1) God the Father has continually demanded rightful worship from Israel
2 Kings 16 tells the story of Ahaz son of Jotham who becomes the king of Judah (the Southern Kingdom). Ahaz is an evil king – he allies with Assyria to attack Israel (the Northern Kingdom). Yet the chapter pays more attention to what Ahaz does after the war. He builds a new, more prominent altar that is modeled after an Assyrian altar in front of the Temple of Yahweh. He orders regular sacrifices to be made to the new altar, while only going to God’s altar for occasional guidance (verse 17).
Basically, Ahaz demotes God and elevates an idol. He only worships God to receive benefit. The books of Kings and Chronicles are full of such stories of perversion of worship. In fact, God sends almost all the prophets of the Old Testament to tell the people and kings that they are not worshiping correctly, whether by idolatry, neglect or distortion. Are we so different from Ahaz or other evil kings, if we base our worship attendance on the sense of community we can gain from it? Has community become an idol?

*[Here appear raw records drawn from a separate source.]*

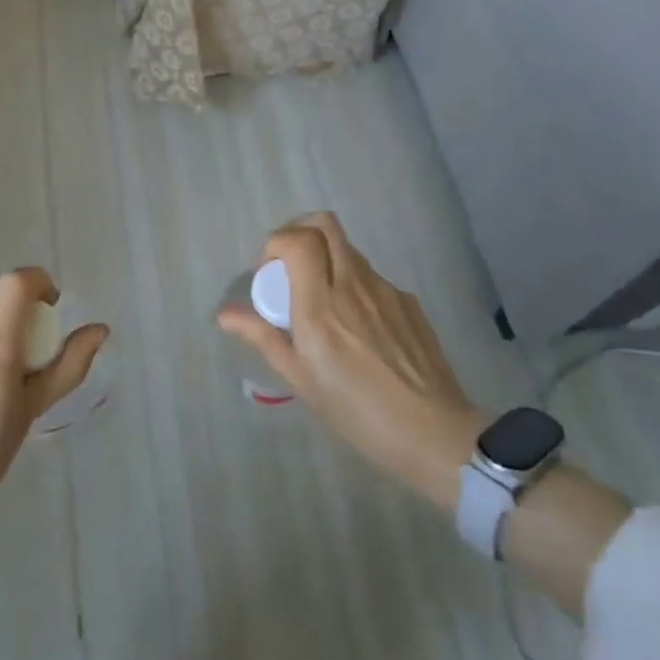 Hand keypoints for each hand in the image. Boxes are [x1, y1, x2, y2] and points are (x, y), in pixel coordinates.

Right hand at [218, 213, 481, 504]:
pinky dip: (354, 286)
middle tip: (290, 268)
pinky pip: (372, 278)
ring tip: (323, 304)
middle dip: (300, 232)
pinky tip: (359, 328)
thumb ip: (263, 337)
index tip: (268, 274)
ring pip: (349, 251)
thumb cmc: (357, 412)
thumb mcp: (301, 380)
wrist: (434, 435)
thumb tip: (225, 314)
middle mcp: (353, 285)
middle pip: (325, 224)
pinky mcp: (408, 302)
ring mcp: (385, 290)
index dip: (276, 244)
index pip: (298, 239)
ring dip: (327, 261)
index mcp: (321, 305) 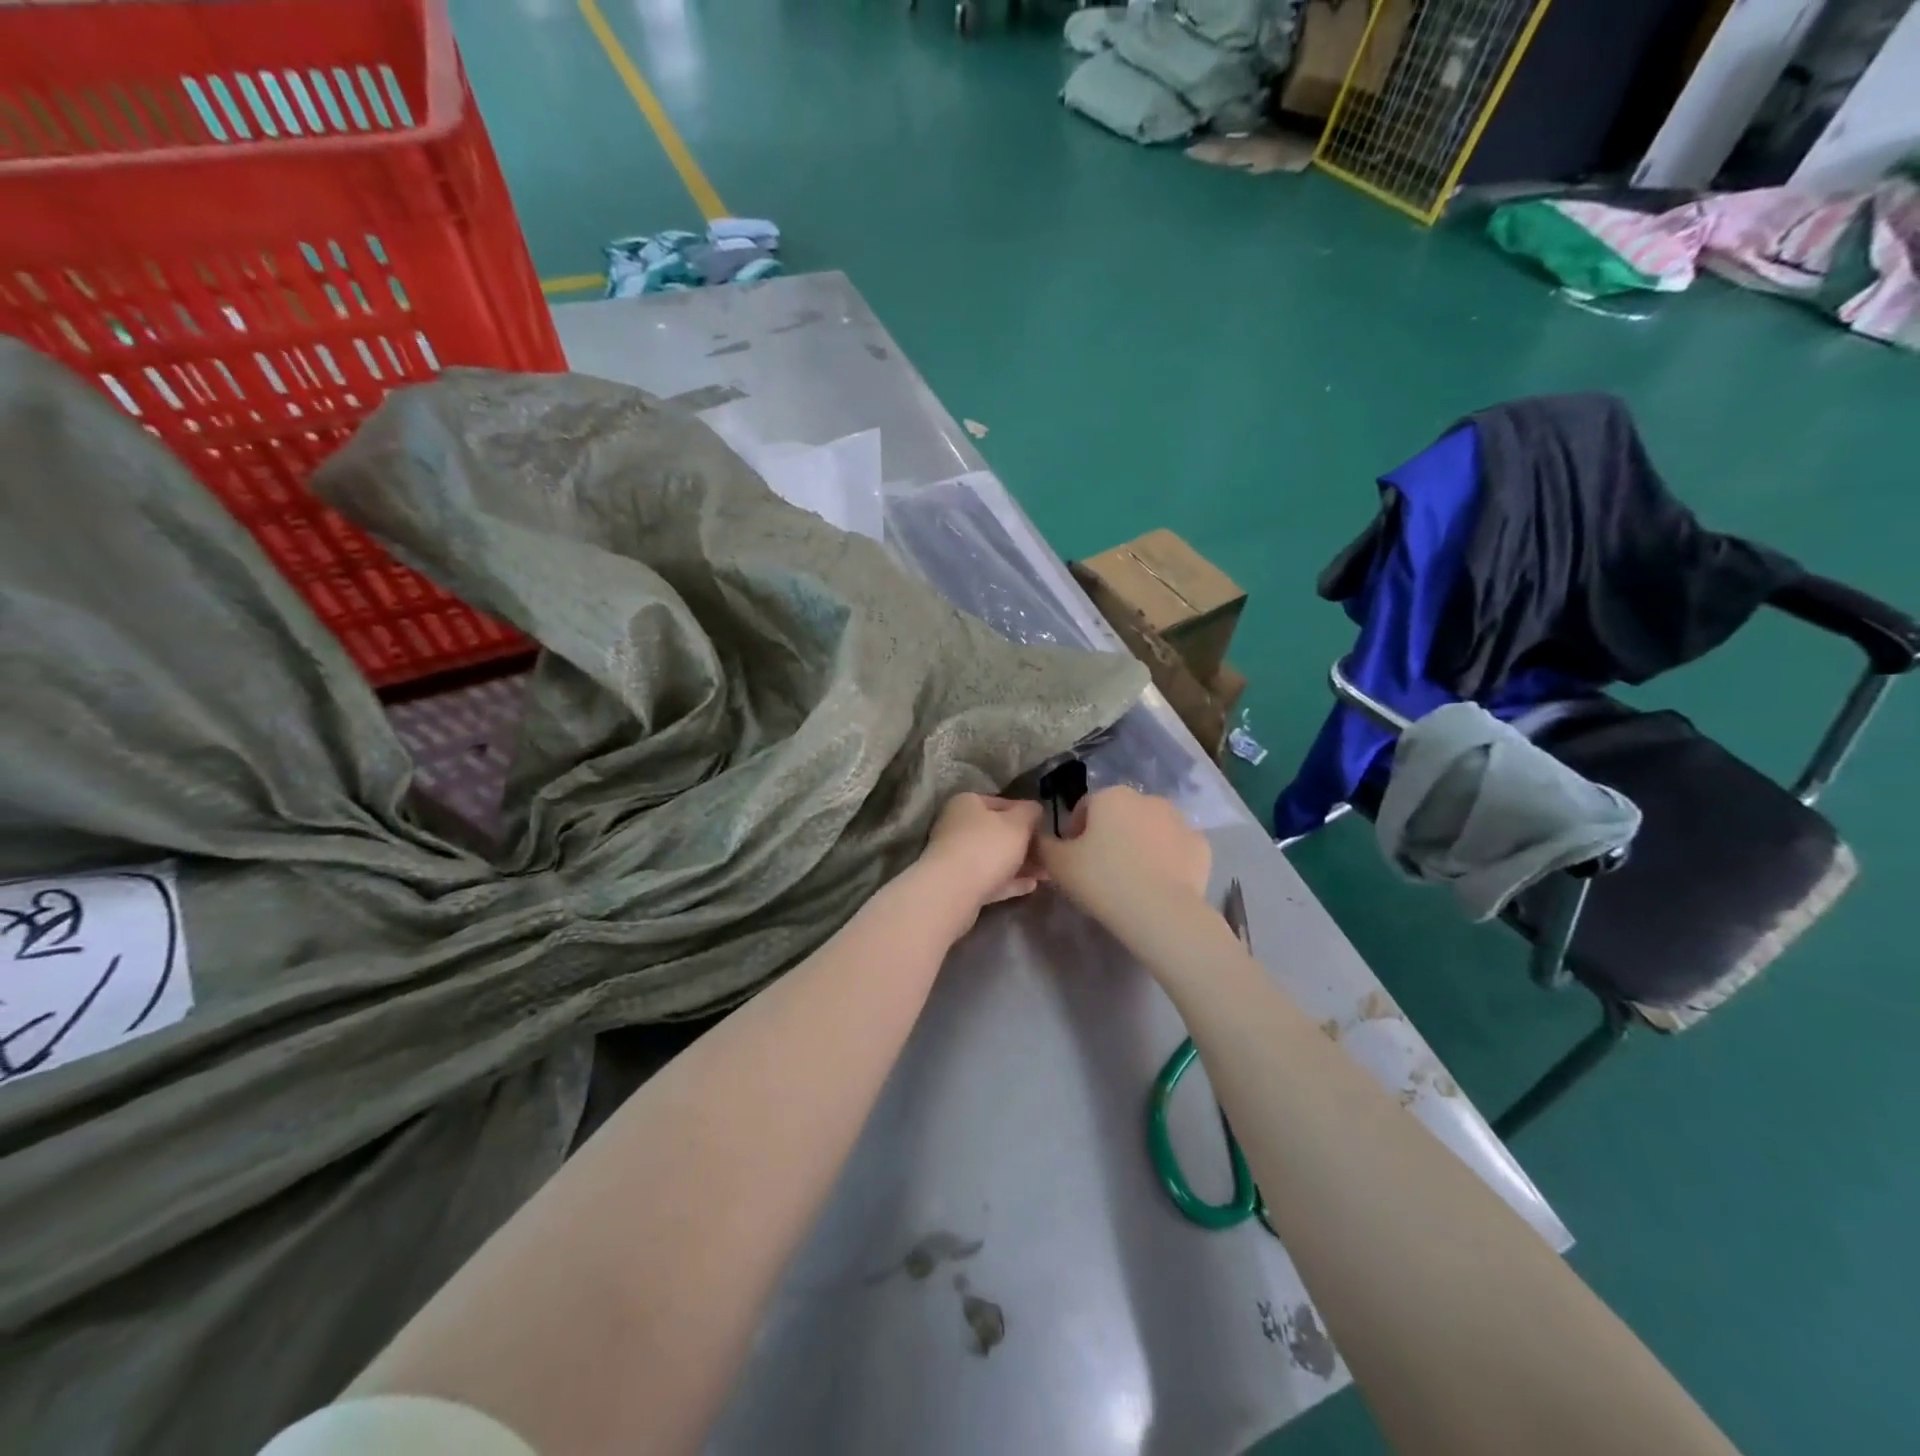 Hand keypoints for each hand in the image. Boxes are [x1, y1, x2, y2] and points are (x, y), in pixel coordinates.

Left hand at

2) Jesus Christ worshipped at local congregations
In his day, Jesus worshiped on Saturdays and not Sundays, but the point still stands that the Son of the Living God regularly worshiped at a local congregation.Scholars widely agree that Jesus in the New Testament is a faithful Jew, meaning He would have kept the Sabbath, therefore communal worship, every week.
In fact, the Gospels record Jesus repeatedly entering the synagogue to preach and minister. In addition, judging from the way He began His ministry in Luke 4 – serving as the Scripture reader – it seems unlikely that Jesus went to the synagogue to do His thing and leave. He was there to worship God with the people of God.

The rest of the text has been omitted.